[GIVEN DATA Boundary: Start]

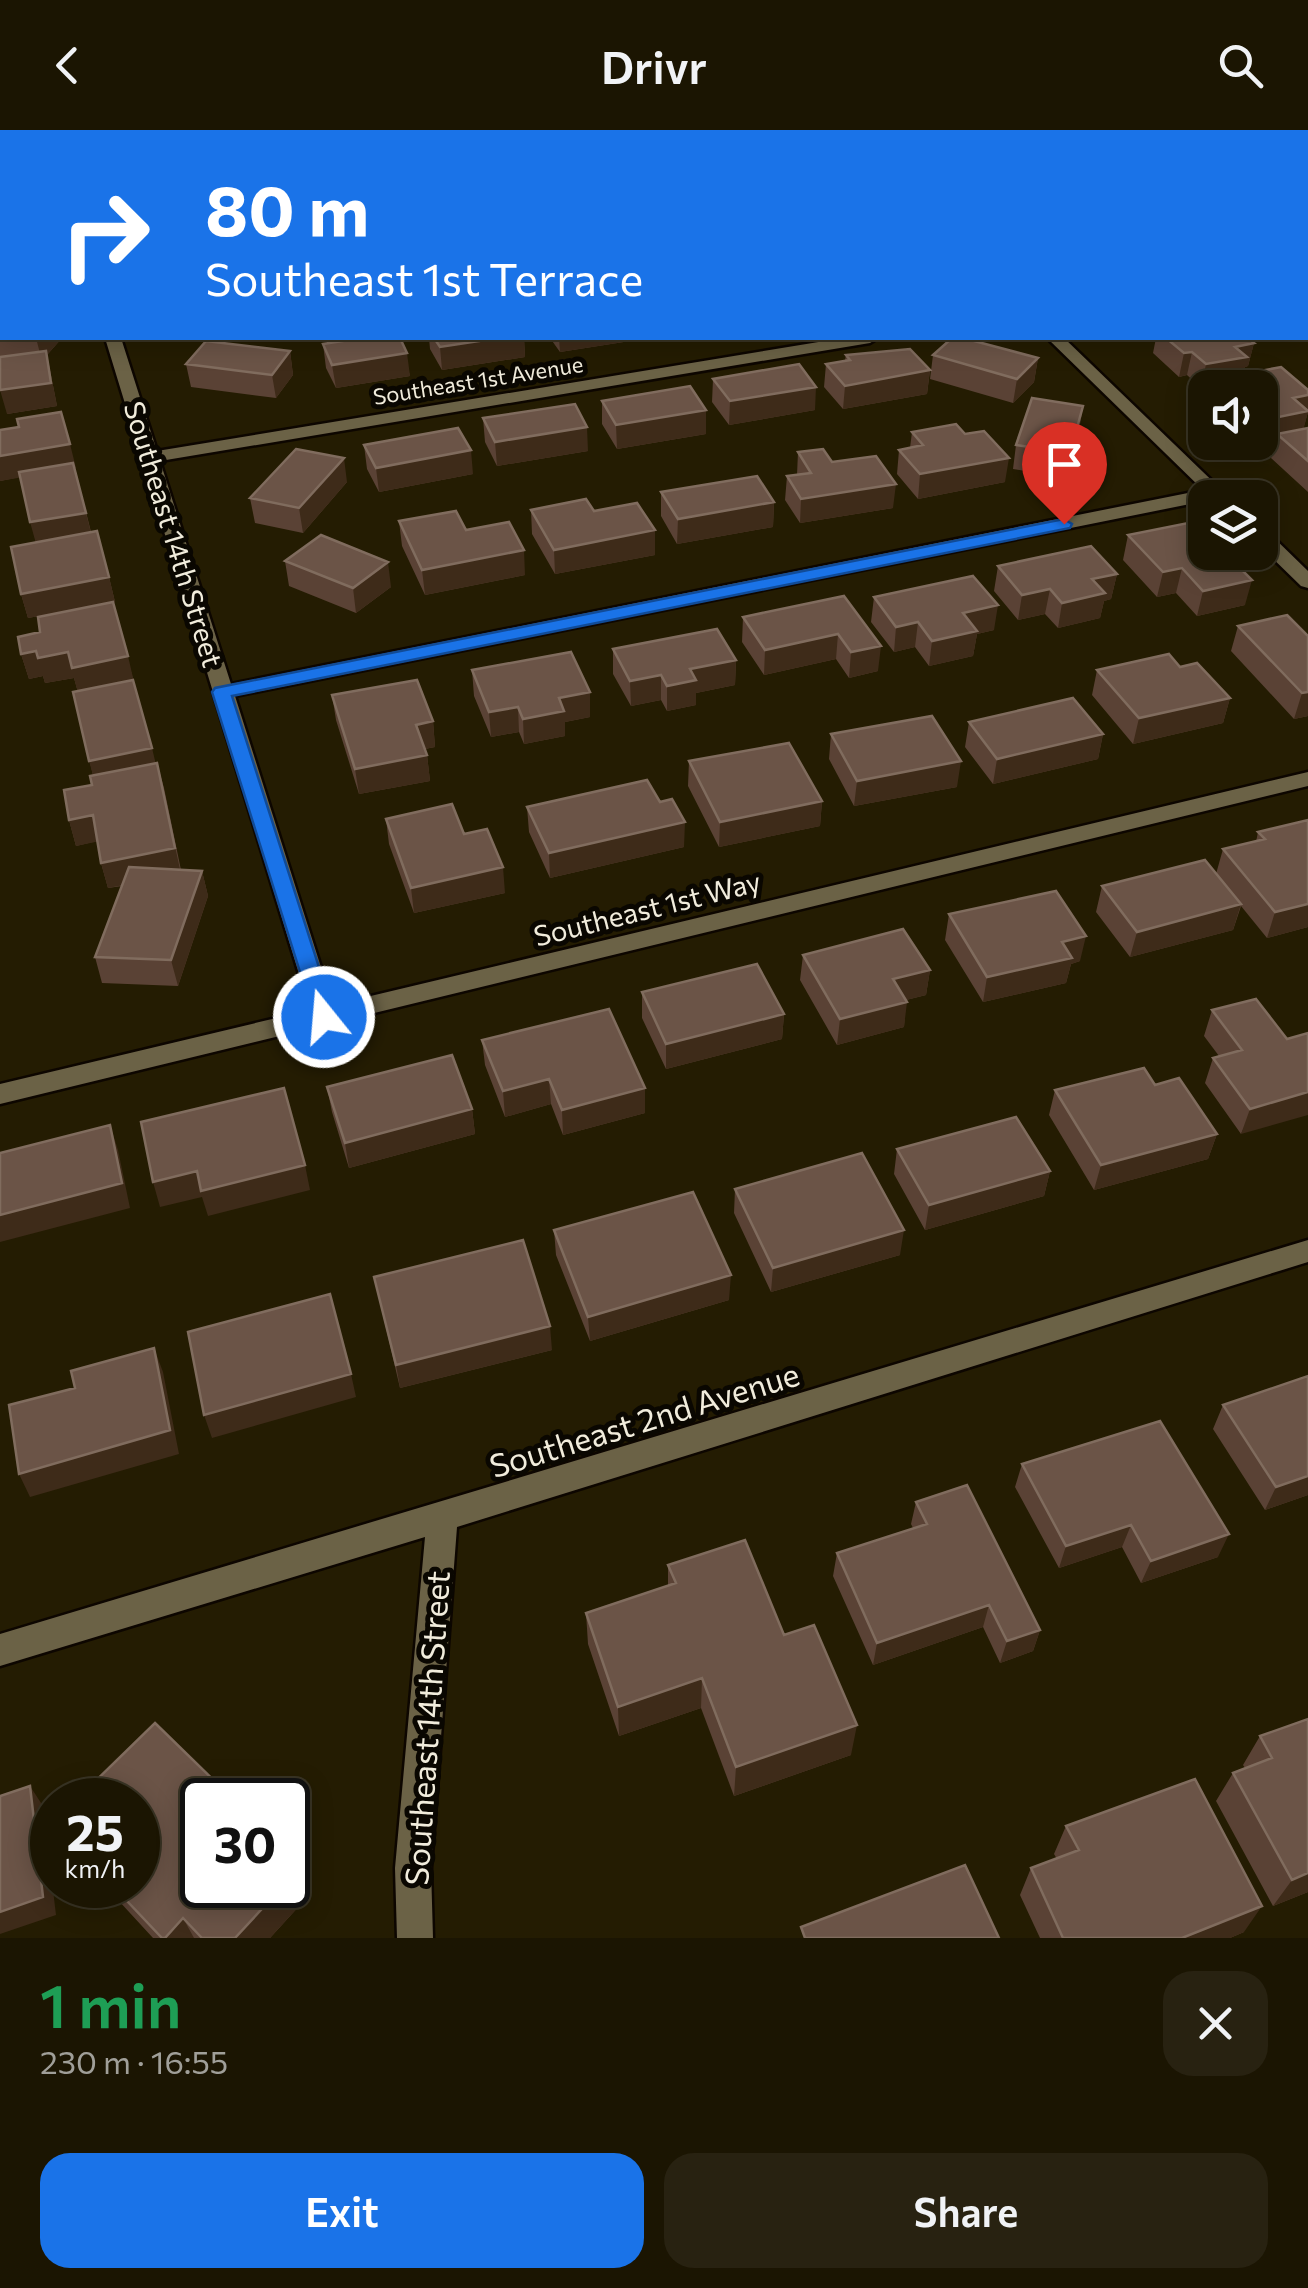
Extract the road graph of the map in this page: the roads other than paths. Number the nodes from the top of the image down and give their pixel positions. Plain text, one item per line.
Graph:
1 (115, 340) edge
2 (858, 340) edge
3 (1057, 340) edge
4 (152, 457) junction
5 (1202, 480) edge
6 (1188, 502) edge
7 (1278, 553) edge
8 (1308, 582) edge
9 (221, 692) junction
10 (1308, 779) edge
11 (324, 1017) junction
12 (0, 1094) edge
13 (1308, 1250) edge
14 (442, 1518) junction
15 (0, 1650) edge
16 (415, 1938) edge

1 - 4 street, Southeast 14th Street
2 - 4 street, Southeast 1st Avenue
3 - 5 street
4 - 9 street, Southeast 14th Street
6 - 9 street
7 - 8 street
9 - 11 street, Southeast 14th Street
10 - 11 street, Southeast 1st Way
11 - 12 street, Southeast 1st Way
13 - 14 street, Southeast 2nd Avenue
14 - 15 street, Southeast 2nd Avenue
14 - 16 street, Southeast 14th Street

[GIVEN DATA Boundary: End]

* _TO DO_
Please reproduce every record exactly, leaving the pictures out.

* _SOLUTION TO THIS TASK_
Extract the road graph of the map in this page: the roads other than paths. Number the nodes from the top of the image down and give their pixel positions. Plain text, one item per line.
Graph:
1 (115, 340) edge
2 (858, 340) edge
3 (1057, 340) edge
4 (152, 457) junction
5 (1202, 480) edge
6 (1188, 502) edge
7 (1278, 553) edge
8 (1308, 582) edge
9 (221, 692) junction
10 (1308, 779) edge
11 (324, 1017) junction
12 (0, 1094) edge
13 (1308, 1250) edge
14 (442, 1518) junction
15 (0, 1650) edge
16 (415, 1938) edge

1 - 4 street, Southeast 14th Street
2 - 4 street, Southeast 1st Avenue
3 - 5 street
4 - 9 street, Southeast 14th Street
6 - 9 street
7 - 8 street
9 - 11 street, Southeast 14th Street
10 - 11 street, Southeast 1st Way
11 - 12 street, Southeast 1st Way
13 - 14 street, Southeast 2nd Avenue
14 - 15 street, Southeast 2nd Avenue
14 - 16 street, Southeast 14th Street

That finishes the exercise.